# [Instructions to follow]
Answer with a number only, giving how many lines in the data below include "their".

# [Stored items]
***

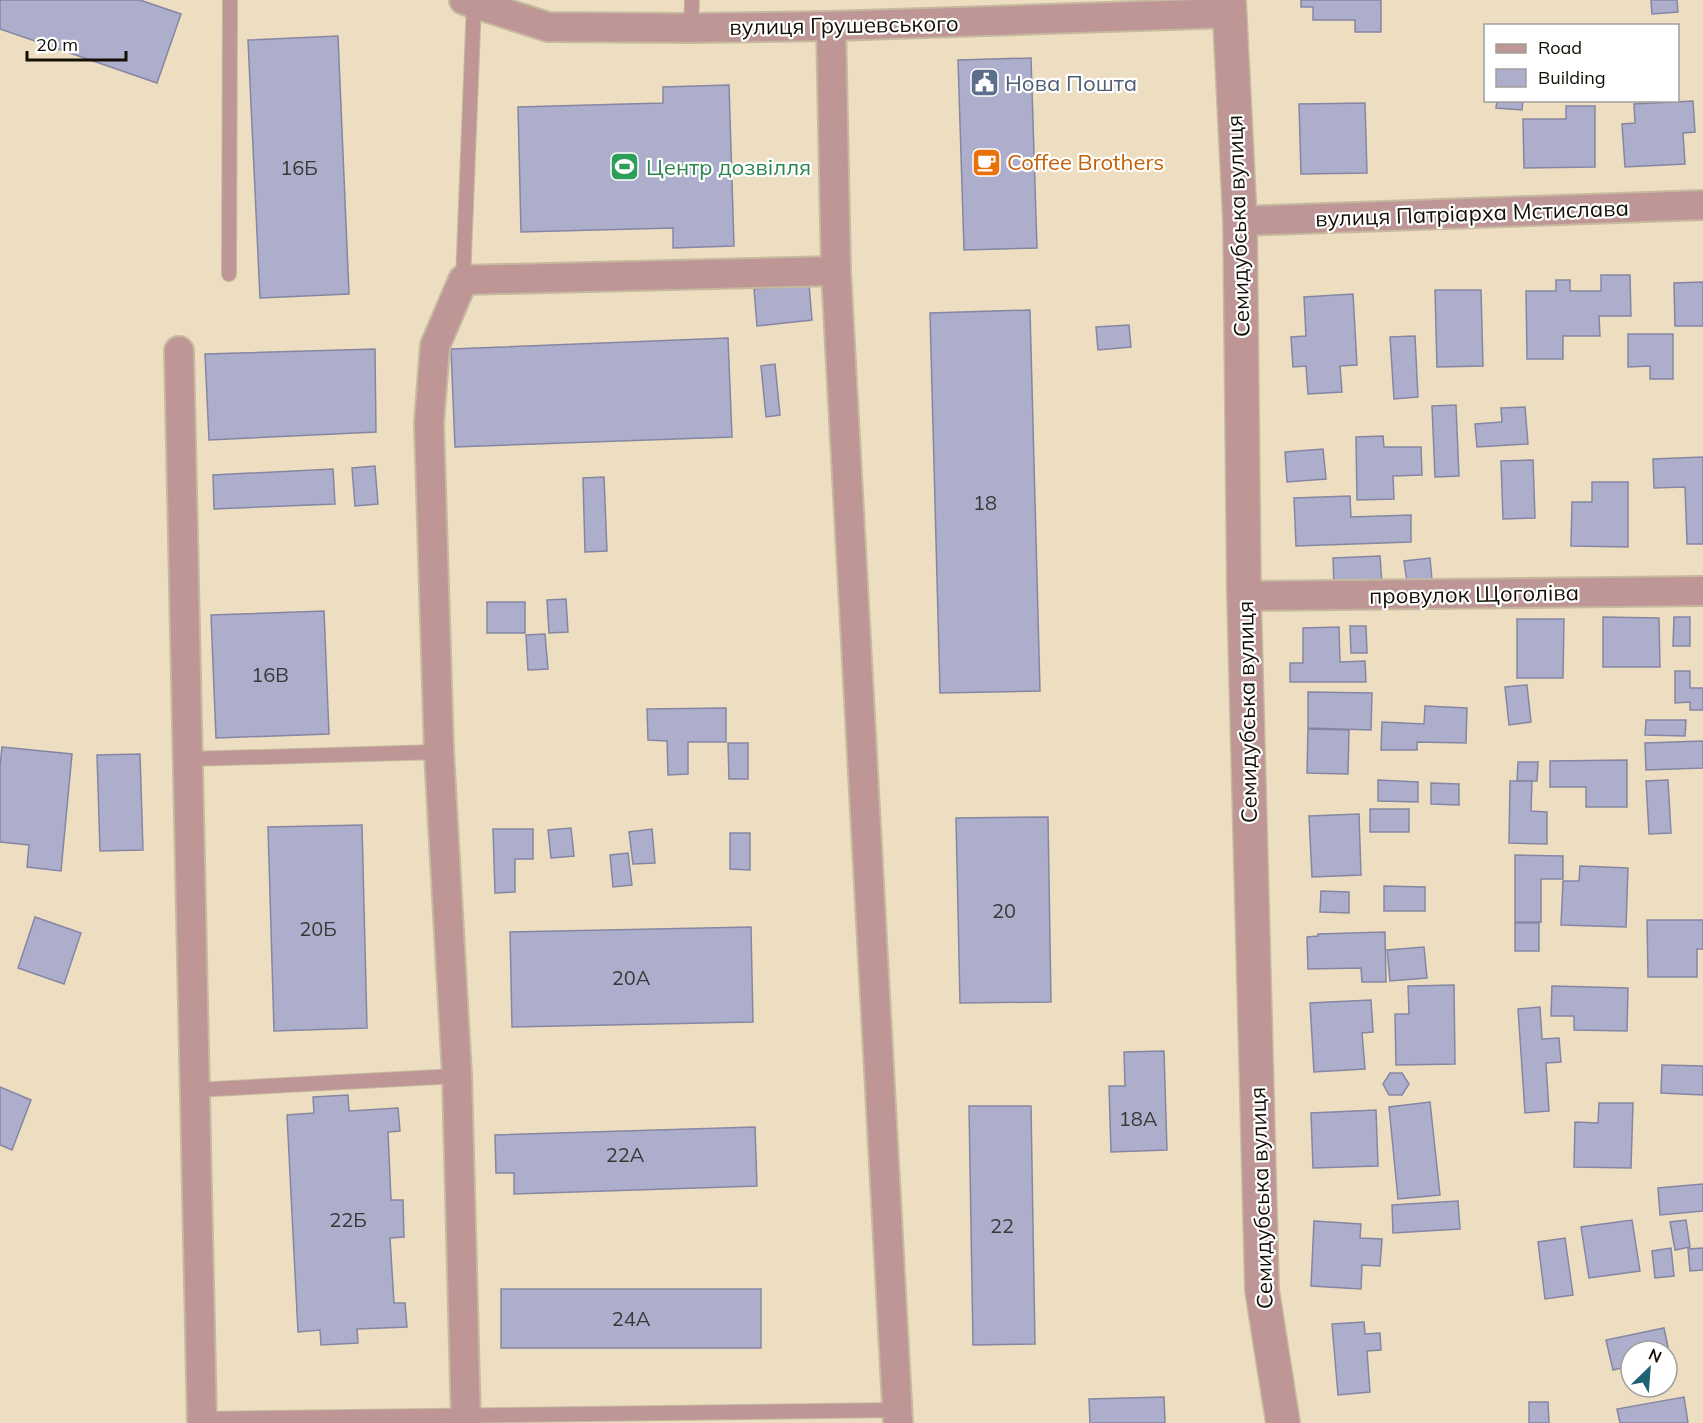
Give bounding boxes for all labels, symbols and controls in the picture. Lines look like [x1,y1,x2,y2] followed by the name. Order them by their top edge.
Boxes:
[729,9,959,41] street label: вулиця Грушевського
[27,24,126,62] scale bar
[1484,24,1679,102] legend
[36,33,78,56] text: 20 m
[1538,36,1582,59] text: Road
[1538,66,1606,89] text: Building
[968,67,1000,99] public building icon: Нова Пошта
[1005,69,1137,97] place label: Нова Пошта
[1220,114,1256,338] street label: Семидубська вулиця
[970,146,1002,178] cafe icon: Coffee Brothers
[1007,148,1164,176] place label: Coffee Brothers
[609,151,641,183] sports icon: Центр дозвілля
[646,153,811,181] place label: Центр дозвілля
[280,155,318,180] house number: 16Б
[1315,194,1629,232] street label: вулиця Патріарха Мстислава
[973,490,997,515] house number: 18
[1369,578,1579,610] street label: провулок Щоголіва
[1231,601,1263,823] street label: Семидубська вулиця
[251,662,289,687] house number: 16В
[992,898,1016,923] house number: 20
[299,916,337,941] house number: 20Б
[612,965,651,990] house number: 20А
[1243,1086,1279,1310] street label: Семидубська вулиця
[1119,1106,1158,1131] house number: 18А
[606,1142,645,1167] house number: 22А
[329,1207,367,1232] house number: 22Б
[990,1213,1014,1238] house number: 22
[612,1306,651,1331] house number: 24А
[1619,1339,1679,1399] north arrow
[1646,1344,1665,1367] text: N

***

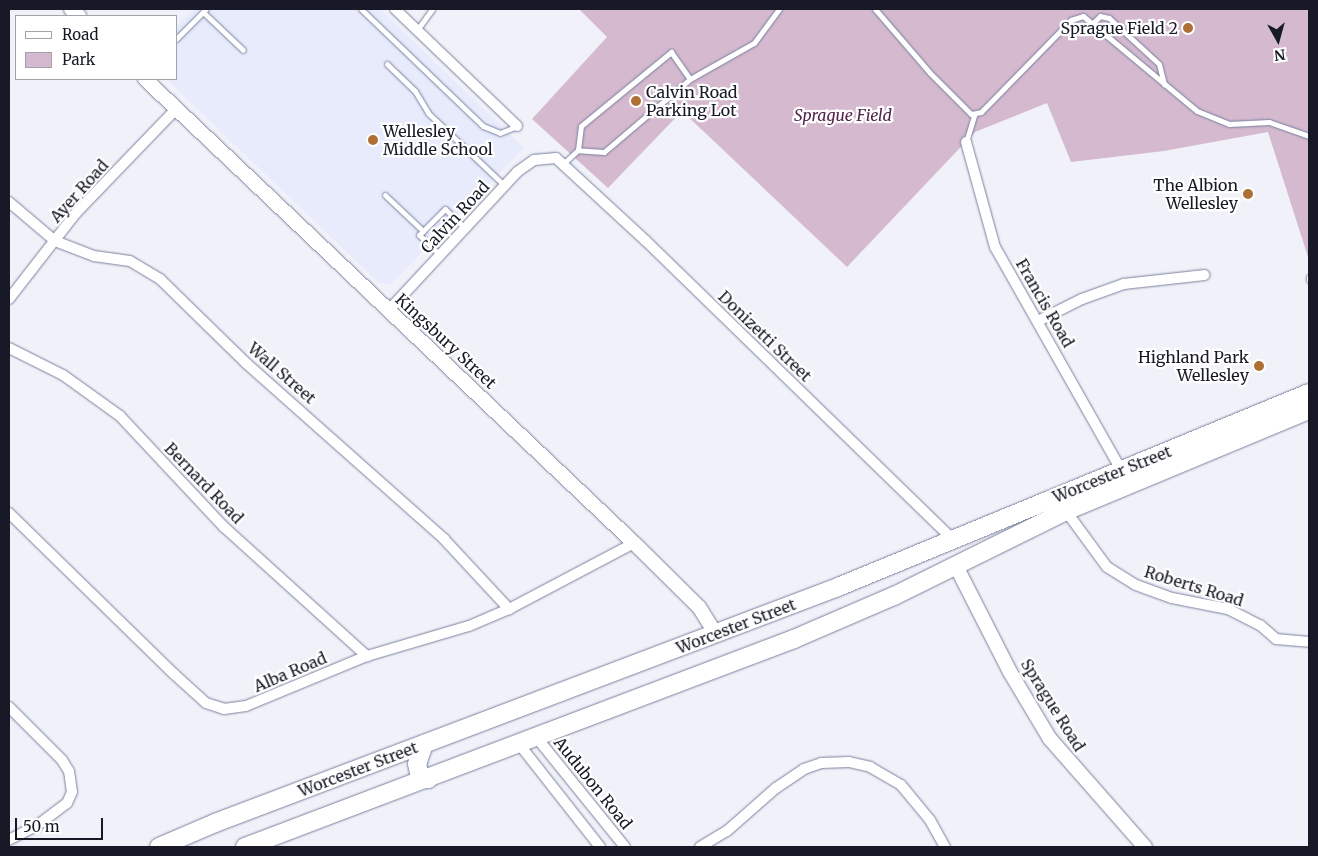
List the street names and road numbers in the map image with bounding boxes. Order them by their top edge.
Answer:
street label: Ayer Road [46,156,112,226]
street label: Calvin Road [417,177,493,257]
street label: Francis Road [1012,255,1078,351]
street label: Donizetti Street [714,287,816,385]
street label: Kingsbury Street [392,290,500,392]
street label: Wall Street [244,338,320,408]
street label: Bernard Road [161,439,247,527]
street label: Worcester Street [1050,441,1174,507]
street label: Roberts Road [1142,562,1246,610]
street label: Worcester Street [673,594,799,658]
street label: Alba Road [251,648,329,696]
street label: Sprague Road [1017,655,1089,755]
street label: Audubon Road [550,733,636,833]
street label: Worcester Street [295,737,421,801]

***

# [Task result]
2